▸ **YOUR TASK**
Search the data below for the word "Sint" and copy each line that holds it.

▸ **INPUT DATA**
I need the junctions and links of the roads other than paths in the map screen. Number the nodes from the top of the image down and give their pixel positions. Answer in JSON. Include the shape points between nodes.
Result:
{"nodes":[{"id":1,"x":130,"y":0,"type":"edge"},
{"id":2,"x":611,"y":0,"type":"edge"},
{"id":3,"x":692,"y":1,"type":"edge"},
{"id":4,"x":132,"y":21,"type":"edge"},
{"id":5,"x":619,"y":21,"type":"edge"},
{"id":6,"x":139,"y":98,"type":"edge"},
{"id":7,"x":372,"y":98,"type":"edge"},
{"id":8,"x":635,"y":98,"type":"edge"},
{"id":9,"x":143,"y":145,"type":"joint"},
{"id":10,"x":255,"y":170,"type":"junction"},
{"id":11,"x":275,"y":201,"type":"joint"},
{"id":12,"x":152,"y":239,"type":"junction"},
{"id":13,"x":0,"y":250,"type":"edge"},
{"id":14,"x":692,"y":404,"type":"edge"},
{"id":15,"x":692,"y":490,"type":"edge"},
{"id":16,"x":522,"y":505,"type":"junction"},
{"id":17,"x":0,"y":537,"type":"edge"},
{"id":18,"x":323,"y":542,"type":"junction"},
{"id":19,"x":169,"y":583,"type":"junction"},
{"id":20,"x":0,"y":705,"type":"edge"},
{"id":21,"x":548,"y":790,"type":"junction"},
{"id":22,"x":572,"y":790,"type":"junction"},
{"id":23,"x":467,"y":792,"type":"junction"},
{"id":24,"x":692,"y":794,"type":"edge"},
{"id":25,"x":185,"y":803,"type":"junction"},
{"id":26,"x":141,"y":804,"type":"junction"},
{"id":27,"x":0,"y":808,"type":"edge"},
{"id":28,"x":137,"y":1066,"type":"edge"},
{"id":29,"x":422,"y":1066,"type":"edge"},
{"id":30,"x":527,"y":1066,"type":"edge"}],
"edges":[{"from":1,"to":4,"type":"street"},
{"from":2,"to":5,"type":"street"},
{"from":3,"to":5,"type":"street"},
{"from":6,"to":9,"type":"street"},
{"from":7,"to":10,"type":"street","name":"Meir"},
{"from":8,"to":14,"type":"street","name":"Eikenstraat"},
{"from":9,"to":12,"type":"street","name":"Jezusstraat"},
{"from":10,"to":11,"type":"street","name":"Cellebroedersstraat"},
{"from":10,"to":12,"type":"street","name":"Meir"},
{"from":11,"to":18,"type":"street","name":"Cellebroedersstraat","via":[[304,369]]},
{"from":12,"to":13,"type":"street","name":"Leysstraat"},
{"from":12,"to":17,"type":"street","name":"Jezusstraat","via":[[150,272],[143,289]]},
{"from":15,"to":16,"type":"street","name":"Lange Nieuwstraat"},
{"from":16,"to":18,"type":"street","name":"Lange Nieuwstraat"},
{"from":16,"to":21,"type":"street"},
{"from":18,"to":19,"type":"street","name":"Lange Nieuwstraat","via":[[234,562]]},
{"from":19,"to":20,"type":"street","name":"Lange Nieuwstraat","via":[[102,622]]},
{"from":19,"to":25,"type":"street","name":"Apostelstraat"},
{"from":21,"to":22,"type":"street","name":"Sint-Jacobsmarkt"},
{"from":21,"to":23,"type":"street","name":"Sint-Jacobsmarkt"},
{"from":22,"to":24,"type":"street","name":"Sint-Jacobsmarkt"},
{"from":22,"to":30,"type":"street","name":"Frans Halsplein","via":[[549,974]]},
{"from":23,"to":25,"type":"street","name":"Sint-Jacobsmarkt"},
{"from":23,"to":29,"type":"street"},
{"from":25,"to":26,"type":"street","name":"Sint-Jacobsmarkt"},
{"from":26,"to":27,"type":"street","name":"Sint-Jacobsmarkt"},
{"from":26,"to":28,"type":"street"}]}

▸ **ANSWER TO THIS TASK**
{"from":21,"to":22,"type":"street","name":"Sint-Jacobsmarkt"},
{"from":21,"to":23,"type":"street","name":"Sint-Jacobsmarkt"},
{"from":22,"to":24,"type":"street","name":"Sint-Jacobsmarkt"},
{"from":23,"to":25,"type":"street","name":"Sint-Jacobsmarkt"},
{"from":25,"to":26,"type":"street","name":"Sint-Jacobsmarkt"},
{"from":26,"to":27,"type":"street","name":"Sint-Jacobsmarkt"},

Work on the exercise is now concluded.